LEVANTE. Considerazioni del mattino CASA UMBRIA?

di Maurizio Terzetti
I monaci benedettini di Norcia hanno trovato un rifugio temporaneo nel birrificio del monastero, unica struttura rimasta agibile della loro comunità. Nella stessa zona, immediatamente dopo il sisma del 24 agosto, il gestore di un gran bel bad ha dovuto chiudere una struttura che fino ad allora aveva lavorato alla grande. Ad Assisi è stata messa in piedi una pacata strategia per rettificare nel mondo le false notizie sullo stato calamitoso della città accodatesi alla comunicazione sul terremoto di Accumoli, Amatrice e Arquata. Claudio Ricci, principale esponente dell’opposizione in Regione, vuole che la Giunta attivi “un piano di marketing turistico d’emergenza per comunicare che l’Umbria è tutta pienamente fruibile”.
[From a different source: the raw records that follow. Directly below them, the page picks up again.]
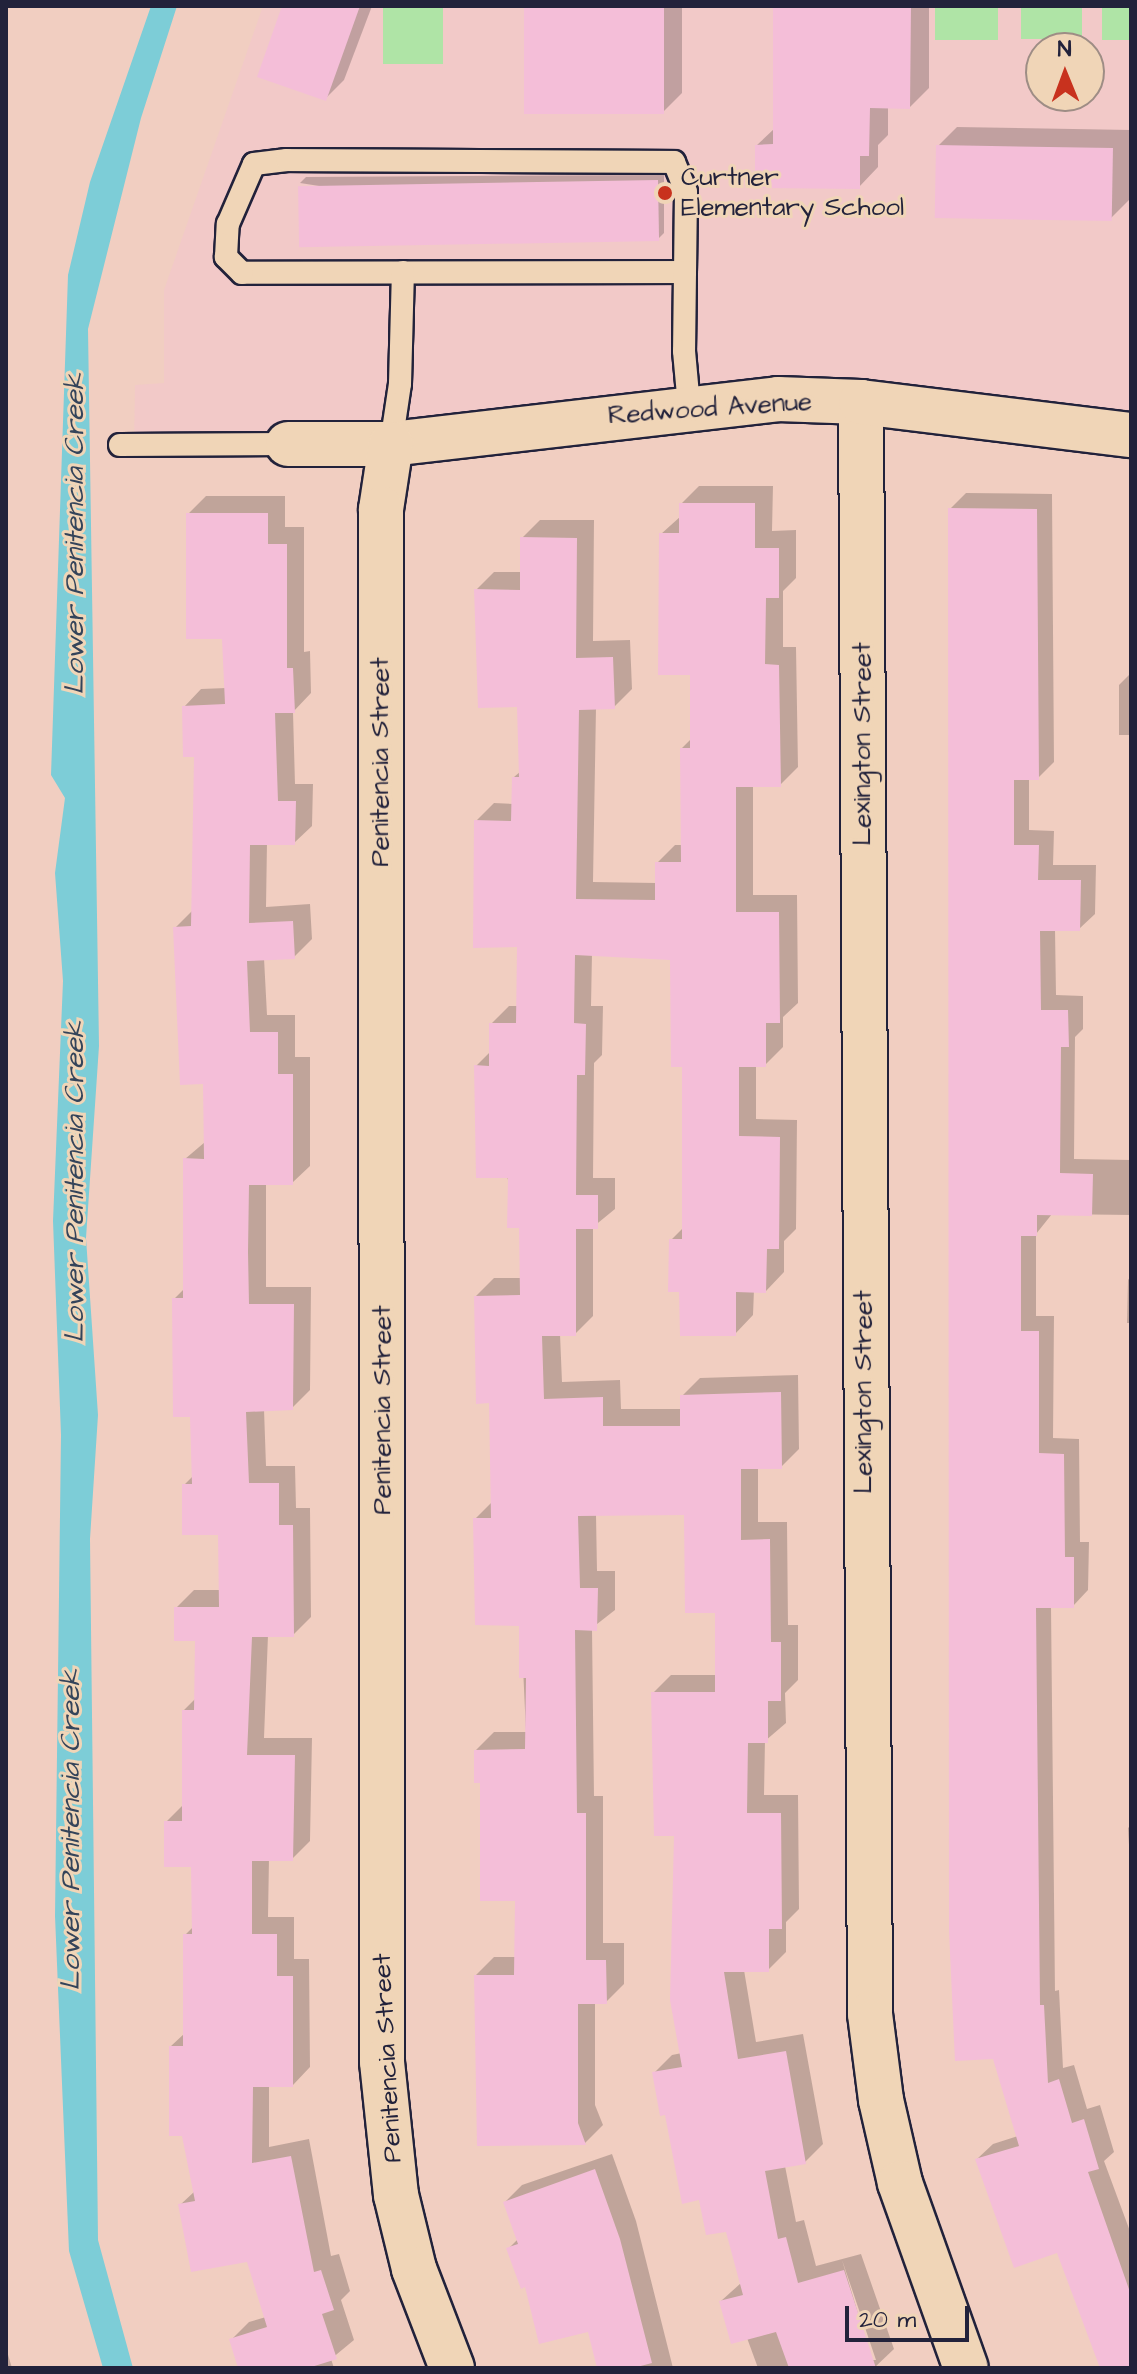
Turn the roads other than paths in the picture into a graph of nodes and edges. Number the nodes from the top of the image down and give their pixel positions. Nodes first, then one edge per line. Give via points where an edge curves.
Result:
1 (403, 272) junction
2 (685, 272) junction
3 (861, 402) junction
4 (689, 406) junction
5 (1131, 435) edge
6 (288, 444) joint
7 (391, 444) junction
8 (120, 445) dead end
9 (452, 2368) edge
10 (966, 2368) edge

1 - 2 lane
1 - 2 lane via 242,273 226,257 228,224 254,164 674,162 686,192
1 - 7 lane via 400,384
2 - 4 lane
3 - 4 street, Redwood Avenue via 778,399
3 - 5 street, Redwood Avenue
3 - 10 street, Lexington Street via 870,2014 881,2100 900,2183
4 - 7 street, Redwood Avenue
6 - 7 street, Redwood Avenue
6 - 8 lane
7 - 9 street, Penitencia Street via 381,509 382,2062 396,2195 414,2269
Un po’ ovunque, nel turismo umbro, si lamentano danni sostanziali all’immagine del comparto in luogo di quelli materiali fatti dal sisma, dolorosi, gravi e senza vittime, ma non generalizzati, a fronte anche di una tenuta di fondo del patrimonio abitativo privato, di quello pubblico e dei beni culturali imputabile alla qualità degli interventi strutturali fatti dopo i due eventi sismici del 1979 e del 1997.
Allora mi chiedo: se in Umbria siamo stati tanto virtuosi sul piano della messa in sicurezza del nostro patrimonio, perché non lo siamo – o non lo siamo stati – allo stesso livello sul piano rassicurante dell’immagine con cui presentare la visita degli ospiti, che vacilla subito un po’ al primo colpo sismico assestato al comparto turistico da un evento avvenuto sulle porte di casa della Valnerina?
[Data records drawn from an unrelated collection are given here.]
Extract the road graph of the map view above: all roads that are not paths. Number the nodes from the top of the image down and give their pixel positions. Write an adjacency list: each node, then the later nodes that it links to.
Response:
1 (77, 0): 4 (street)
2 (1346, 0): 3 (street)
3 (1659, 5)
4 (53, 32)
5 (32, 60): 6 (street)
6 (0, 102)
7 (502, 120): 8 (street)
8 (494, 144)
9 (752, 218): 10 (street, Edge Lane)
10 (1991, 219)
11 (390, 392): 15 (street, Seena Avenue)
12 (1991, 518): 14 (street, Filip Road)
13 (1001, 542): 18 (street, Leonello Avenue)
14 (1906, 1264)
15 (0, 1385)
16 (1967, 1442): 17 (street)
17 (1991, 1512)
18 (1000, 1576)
Si parla molto di Casa Italia per lanciare il modello di risposta autenticamente nazionale alla distruzione portata dal terremoto nell’alta Sabina e nell’ascolano.
Dov’è, allora, la Casa Umbria nelle posizioni che variamente si vedono prendere, città per città, a difesa e a tutela dei numeri turistici di ogni singola comunità locale, verrebbe di dire municipale? Di nuovo municipalismi? Di nuovo campanilismi?
Se Casa Umbria dev’essere, allora perché non ammettere che le porte turistiche dell’abitazione, in Valnerina, sono quelle che stanno subendo il maggiore danno e che dunque tutto l’edificio umbro deve attivarsi per riparare quelle porte affinché si diffondano sicurezza e protezione per tutta la Casa e i turisti non interrompano il loro benefico flusso verso di essa?
La conquista del mercato turistico, su scala mondiale, dev’essere certo una lotta al coltello e c’è sicuramente chi può trarre interessi dall’approfittare della tragedia che, marginalmente, ha investito anche l’Umbria per cercare di dirottare su altre mete, specie dell’Italia centrale attualmente priva di terremoti, le rotte dei torpedoni turistici.
Ma questo non basta, serve solo a impostare, in Umbria, una strategia di difesa di interessi parziali, cittadini e forse forse municipalistici.
Un turismo basato sul concetto di Casa Umbria, invece, non dovrebbe presentare tutto l’edificio, quello sano e quello acciaccato, e stimolare, prendendo il terremoto sempre possibile in contropiede, la visita diffusa, in veri e propri pacchetti, dell’abitazione, formando, forse per la prima volta, quegli itinerari veri, capaci di mettere insieme, sulla base di percorsi storicamente suddivisi, la grande e la piccola Umbria?
Viaggiando per tutta la Casa Umbria, muovendosi il più possibile col passo lento di un turismo d’altri tempi, non si diventa forse meno preda del terribile mostro sismico? Mangiare e dormire? Soluzioni in grado di far dormire sonni tranquilli agli ospiti anche con la minaccia del sisma? Beh, qui proprio non me ne intendo, ma credo proprio che qui cominci il lavoro del marketing turistico. Ciò che lo precede è la cultura, la grande cultura del passato e quella con cui noi oggi cerchiamo di raccontare un passato che ci vive fra le mani e davanti agli occhi in ogni istante della giornata, bella o meno bella che sia.